Decíamos en una columna anterior que, en general, había razones para creer que el nuevo gobierno estadounidense sería mejor para América Latina que su antecesor. Pero habría una gran excepción: el comercio internacional. Si nos atenemos a lo dicho y hecho por Joseph Biden desde su campaña electoral hasta la fecha, hay razones suficientes para creer que, en lo comercial, el suyo también será un gobierno proteccionista. Durante su campaña electoral, Biden publicó un artículo en la revista Foreign Affairs titulado Por qué América debe liderar de nuevo. En él advierte que un eventual gobierno suyo no ingresaría en ningún nuevo acuerdo comercial “hasta que hayamos invertido en nuestros ciudadanos y los hayamos preparado para triunfar en la economía global”. Añade que, cuando esté listo para iniciar nuevas negociaciones comerciales, lo hará con participación de “líderes sindicales y ambientalistas” (recordemos que las adendas laboral y ambiental al tratado de libre comercio (TLC) con Perú fueron una condición impuesta por los demócratas de la Cámara de Representantes para su ratificación).
Tal vez Biden no siga el ejemplo de Trump cuando amenazó con sanciones a sus propios aliados europeos si no excluían a empresas chinas, como Huawei, del desarrollo de su red 5G. Pero no porque considere que empresas como Huawei no son una amenaza para el liderazgo tecnológico de los Estados Unidos. De hecho, en el artículo en mención dice explícitamente que “si China se sale con la suya, seguirá robándole a los Estados Unidos y a sus empresas su tecnología y propiedad intelectual”. La razón por la que no amenazaría con sanciones a sus aliados es más bien que requiere de ellos para incrementar su poder de negociación frente a China.
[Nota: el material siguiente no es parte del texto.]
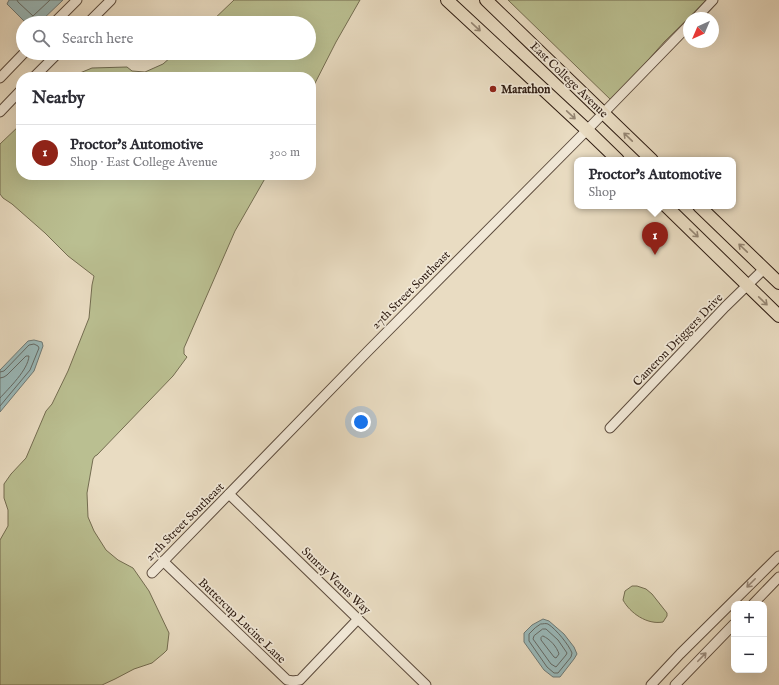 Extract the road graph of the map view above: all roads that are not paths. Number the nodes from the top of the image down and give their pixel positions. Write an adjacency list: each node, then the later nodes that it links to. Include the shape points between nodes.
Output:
1 (77, 0): 7 (street)
2 (111, 0): 8 (street)
3 (447, 0): 17 (main road, East College Avenue, one-way to 17)
4 (486, 0): 16 (main road, East College Avenue)
5 (713, 0): 6 (street)
6 (702, 12)
7 (61, 16)
8 (95, 16)
9 (683, 31): 16 (street, 27th Street Southeast)
10 (17, 60): 13 (street)
11 (51, 60): 12 (street)
12 (39, 72)
13 (0, 78)
14 (16, 95): 15 (street)
15 (0, 112)
16 (603, 113): 17 (street, 27th Street Southeast); 19 (main road, East College Avenue, one-way to 16)
17 (587, 130): 18 (main road, East College Avenue); 27 (street, 27th Street Southeast)
18 (615, 157)
19 (649, 157)
20 (669, 209): 24 (main road, one-way to 24)
21 (702, 209): 22 (main road, one-way to 21)
22 (764, 269): 23 (main road); 24 (street, Cameron Driggers Drive)
23 (779, 283)
24 (747, 285): 25 (main road, one-way to 25); 26 (street, Cameron Driggers Drive)
25 (779, 316)
26 (610, 428)
27 (229, 494): 29 (street, 27th Street Southeast); 33 (street, Sunray Venus Way)
28 (779, 556): 36 (street, one-way to 36)
29 (163, 561): 30 (street, 27th Street Southeast); 33 (street, Buttercup Lucine Lane, via 287,680 300,680)
30 (152, 573)
31 (779, 577): 32 (street)
32 (756, 601)
33 (358, 619): 35 (street, Sunray Venus Way)
34 (731, 627): 37 (street, one-way to 34)
35 (426, 685)
36 (651, 685)
37 (675, 685) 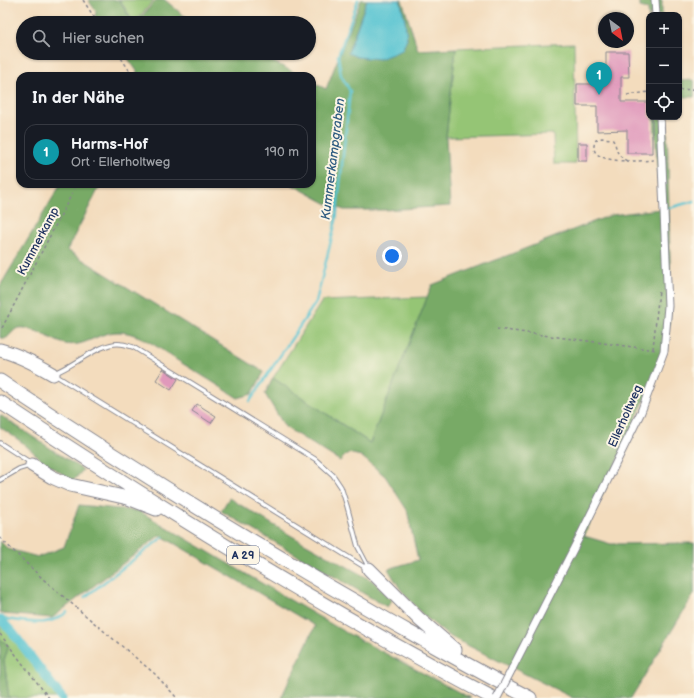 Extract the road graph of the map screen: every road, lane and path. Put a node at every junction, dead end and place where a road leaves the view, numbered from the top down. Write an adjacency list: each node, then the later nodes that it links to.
1 (83, 0): 4 (path)
2 (655, 0): 3 (street)
3 (656, 12)
4 (93, 16)
5 (122, 60): 6 (path)
6 (130, 72)
7 (694, 89): 8 (path)
8 (682, 90)
9 (646, 92): 10 (path)
10 (627, 94)
11 (660, 120): 12 (street, Ellerholtweg)
12 (662, 160): 13 (path); 15 (street, Ellerholtweg)
13 (627, 161): 13 (path)
14 (76, 188): 16 (path, Kummerkamp)
15 (667, 277): 18 (path); 20 (street, Ellerholtweg)
16 (2, 328)
17 (497, 329): 18 (path)
18 (653, 349): 20 (path)
19 (0, 350): 21 (highway)
20 (664, 351): 35 (street, Ellerholtweg, bridge)
21 (53, 374): 29 (lane); 29 (lane)
22 (0, 381): 31 (highway, A 29)
23 (0, 402): 27 (highway, A 29)
24 (0, 443): 25 (lane)
25 (32, 464): 26 (lane); 27 (highway)
26 (0, 480)
27 (183, 520): 34 (highway, A 29)
28 (0, 538): 33 (path)
29 (369, 569): 31 (highway)
30 (0, 634): 32 (path)
31 (488, 676): 36 (highway, A 29)
32 (49, 698)
33 (177, 698)
34 (493, 698)
35 (497, 698)
36 (530, 698) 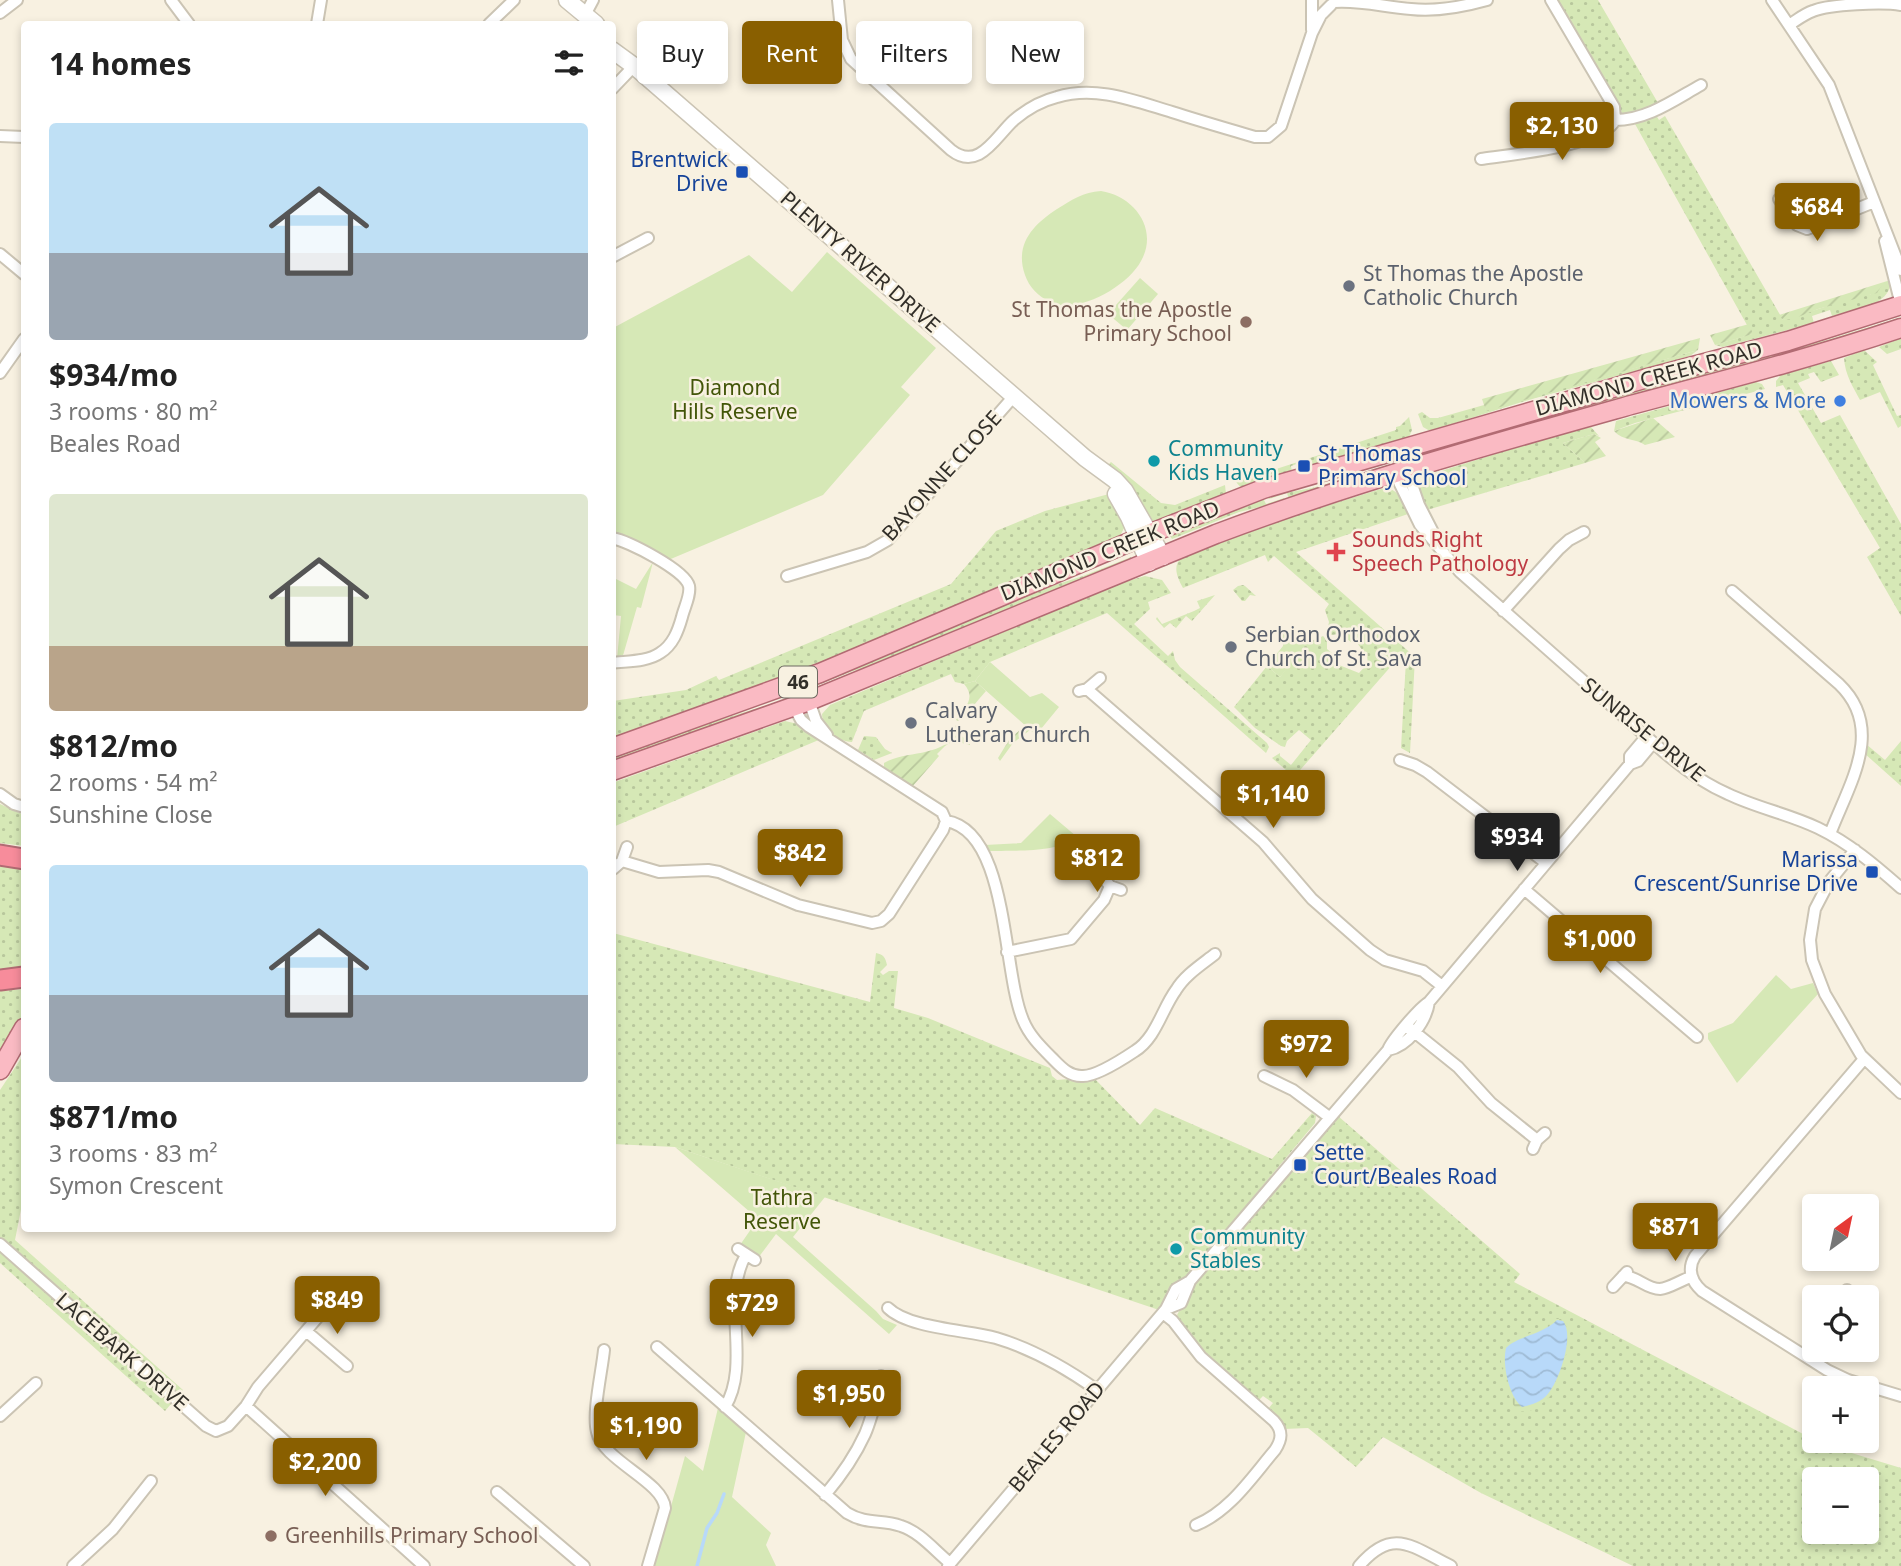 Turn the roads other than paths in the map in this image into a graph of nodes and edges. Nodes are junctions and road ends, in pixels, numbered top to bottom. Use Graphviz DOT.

En palabras del nuevo Secretario de Estado, Anthony Blinken, Estados Unidos actuará en coordinación con sus aliados porque, al recibir presiones para cambiar sus prácticas reñidas con las reglas del comercio internacional, “a China le será mucho más difícil ignorar al 60% del PIB mundial que ignorar a la cuarta parte del mismo” (es decir, la proporción que representan por sí solos los Estados Unidos).
Ahora bien, no todo lo que dice un candidato en campaña habrá de plasmarse luego en políticas públicas. Sino recordemos cuando Bill Clinton fustigaba al gobierno republicano por ser demasiado complaciente con la dictadura china, para luego desplegar una política similar hacia ese país. Pero, en el caso de Biden, su primer discurso presidencial sobre política exterior y sus primeras acciones comerciales sugieren que parece dispuesto a llevar a cabo buena parte de lo prometido en campaña. En ese primer discurso, por ejemplo, dijo que “cada paso que demos en nuestra conducta exterior, debemos darlo teniendo en mente a las familias americanas de clase trabajadora”. Al parecer, Biden intentaría recuperar el respaldo de aquellos trabajadores industriales que, tras votar históricamente por los demócratas, en 2016 se decantaron por Donald Trump.
La protección a las industrias en las que trabajan sería políticamente viable porque, mientras los costos del proteccionismo han sido moderados y se distribuyen entre el conjunto de la economía, sus beneficios se concentran en un número relativamente pequeño de empresas. Siendo pocas y dependiendo una proporción significativa de sus ingresos de la protección del Estado, esas empresas tienen mayores facilidades e incentivos para organizarse y desplegar actividades de cabildeo con el fin de preservar esa protección.
Además, el 25 de enero Biden firmó una orden ejecutiva que fortalece la legislación conocida como “Buy American”, la cual favorece a empresas locales en las adquisiciones del gobierno federal. Es probable que ese decreto vulnere las reglas de la Organización Mundial de Comercio (OMC), en tanto discrimina a empresas que no tengan su matriz en los Estados Unidos. Tal vez por eso, en palabras de la revista The Economist, la Administración Biden “Ha prometido esfuerzos diplomáticos para modernizar –lenguaje en código para ‘debilitar’– las reglas de la OMC”.